Step 3: Detailed Explanation:
\(\bar{b} \times \bar{c} = \begin{vmatrix} \hat{i} & \hat{j} & \hat{k}
0 & 1 & -1
-1 & 0 & 1 \end{vmatrix} = \hat{i}(1) - \hat{j}(-1) + \hat{k}(1) = \hat{i} + \hat{j} + \hat{k}\).
Now, \(\bar{d}\) is perpendicular to \((1, -1, 0)\) and \((1, 1, 1)\).

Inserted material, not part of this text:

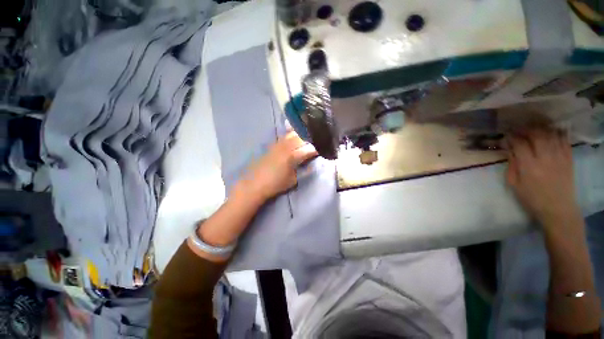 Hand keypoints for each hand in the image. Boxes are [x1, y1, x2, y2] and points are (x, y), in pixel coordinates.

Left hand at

Direction \(\bar{d} \parallel \begin{vmatrix} \hat{i} & \hat{j} & \hat{k}
1 & -1 & 0
1 & 1 & 1 \end{vmatrix} = \hat{i}(-1) - \hat{j}(1) + \hat{k}(2) \implies -\hat{i} - \hat{j} + 2\hat{k}\).
Magnitude is \(\sqrt{1+1+4} = \sqrt{6}\).
Unit vector \(\bar{d} = \pm \frac{\hat{i} + \hat{j} - 2\hat{k}}{\sqrt{6}}\).
Step 4: Final Answer:
The unit vector is \(\pm \left( \frac{\hat{i} + \hat{j} - 2\hat{k}}{\sqrt{6}} \right)\).